With vision impairment affecting millions of people world-wide, various strategies aiming at vision restoration are being undertaken. Thanks to decades of extensive research, electrical stimulation approaches to vision restoration began to undergo clinical trials. Quite recently, another technique employing optogenetic therapy emerged as a possible alternative. Both artificial vision restoration strategies reported poor spatial resolution so far.
In this article, we compared the spatial resolution inferred ex vivo under ideal conditions using a computational model analysis of the retinal ganglion cell (RGC) spiking activity. The RGC spiking was stimulated in epiretinal configuration by either optogenetic or electrical means. RGCs activity was recorded from the ex vivo retina of transgenic late-stage photoreceptor-degenerated mice (rd10) using a high-density Complementary Metal Oxide Semiconductor (CMOS) based microelectrode array. The majority of retinal samples were stimulated by both, optogenetic and electrical stimuli using a spatial grating stimulus. A population-level analysis of the spiking activity of identified RGCs was performed and the spatial resolution achieved through electrical and optogenetic photo-stimulation was inferred using a support vector machine classifier.
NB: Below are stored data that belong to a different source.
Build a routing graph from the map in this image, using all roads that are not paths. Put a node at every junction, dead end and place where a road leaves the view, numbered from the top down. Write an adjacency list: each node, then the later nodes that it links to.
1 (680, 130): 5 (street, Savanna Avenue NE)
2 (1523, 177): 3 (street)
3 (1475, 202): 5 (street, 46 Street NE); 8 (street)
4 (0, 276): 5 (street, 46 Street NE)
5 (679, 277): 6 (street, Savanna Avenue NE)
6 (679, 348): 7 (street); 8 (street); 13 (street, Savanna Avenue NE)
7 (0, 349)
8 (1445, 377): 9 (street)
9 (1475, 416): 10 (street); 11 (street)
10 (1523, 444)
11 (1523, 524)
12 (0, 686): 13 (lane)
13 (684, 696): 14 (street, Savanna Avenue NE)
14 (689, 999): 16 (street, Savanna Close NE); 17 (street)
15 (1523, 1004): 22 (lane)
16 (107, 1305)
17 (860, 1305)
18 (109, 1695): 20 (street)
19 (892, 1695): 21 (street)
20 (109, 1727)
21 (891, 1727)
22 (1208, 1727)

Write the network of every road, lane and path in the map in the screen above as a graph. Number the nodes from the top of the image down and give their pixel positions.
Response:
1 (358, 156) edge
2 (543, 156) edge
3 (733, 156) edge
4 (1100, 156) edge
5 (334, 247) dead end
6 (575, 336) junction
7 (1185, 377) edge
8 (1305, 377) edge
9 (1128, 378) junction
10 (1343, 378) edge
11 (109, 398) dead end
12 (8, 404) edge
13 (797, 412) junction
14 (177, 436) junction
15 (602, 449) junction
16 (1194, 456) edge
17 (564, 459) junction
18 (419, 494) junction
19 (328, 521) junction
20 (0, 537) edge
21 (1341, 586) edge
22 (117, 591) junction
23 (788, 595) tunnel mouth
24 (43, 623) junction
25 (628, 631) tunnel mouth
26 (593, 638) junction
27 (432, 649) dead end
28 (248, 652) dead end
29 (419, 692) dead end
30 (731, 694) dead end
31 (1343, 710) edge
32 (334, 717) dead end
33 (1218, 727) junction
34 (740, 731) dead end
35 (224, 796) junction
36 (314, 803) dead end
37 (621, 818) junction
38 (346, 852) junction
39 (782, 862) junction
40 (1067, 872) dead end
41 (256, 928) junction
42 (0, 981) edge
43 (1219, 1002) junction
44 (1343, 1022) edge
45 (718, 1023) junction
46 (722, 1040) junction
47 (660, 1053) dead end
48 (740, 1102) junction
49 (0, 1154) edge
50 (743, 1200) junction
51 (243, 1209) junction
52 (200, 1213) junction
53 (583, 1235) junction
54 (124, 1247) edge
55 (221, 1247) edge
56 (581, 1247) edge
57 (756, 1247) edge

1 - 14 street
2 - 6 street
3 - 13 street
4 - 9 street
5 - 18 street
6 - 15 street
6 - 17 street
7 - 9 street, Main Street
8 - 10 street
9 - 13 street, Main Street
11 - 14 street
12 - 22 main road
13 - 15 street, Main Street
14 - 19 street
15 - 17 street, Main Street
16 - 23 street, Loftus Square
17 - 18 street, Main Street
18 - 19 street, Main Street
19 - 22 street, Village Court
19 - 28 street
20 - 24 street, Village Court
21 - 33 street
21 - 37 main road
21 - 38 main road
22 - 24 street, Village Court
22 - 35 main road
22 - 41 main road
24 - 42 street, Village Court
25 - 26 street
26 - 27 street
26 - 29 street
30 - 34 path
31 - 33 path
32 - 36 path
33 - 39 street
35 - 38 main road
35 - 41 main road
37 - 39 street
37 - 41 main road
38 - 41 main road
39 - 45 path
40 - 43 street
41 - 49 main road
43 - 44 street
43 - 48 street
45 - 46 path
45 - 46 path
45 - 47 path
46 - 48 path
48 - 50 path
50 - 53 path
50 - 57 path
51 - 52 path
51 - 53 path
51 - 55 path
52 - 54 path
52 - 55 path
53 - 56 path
The best f1 score of the classifier for the electrical stimulation in epiretinal configuration was 86% for 32 micron wide gratings and increased to 100% for 128 microns. For optogenetically activated cells, we obtained high f1 scores of 82% for 10 microns grid width for a photo-stimulation frequency of 2.5 Hz and 73% for a photo-stimulation frequency of 10 Hz. A subsequent analysis, considering only the RGCs modulated in both electrical and optogenetic stimulation protocols revealed no significant difference in the prediction accuracy between the two stimulation modalities.
The results presented here indicate that a high spatial resolution can be achieved for electrical or optogenetic artificial stimulation using the activated retinal ganglion cell output.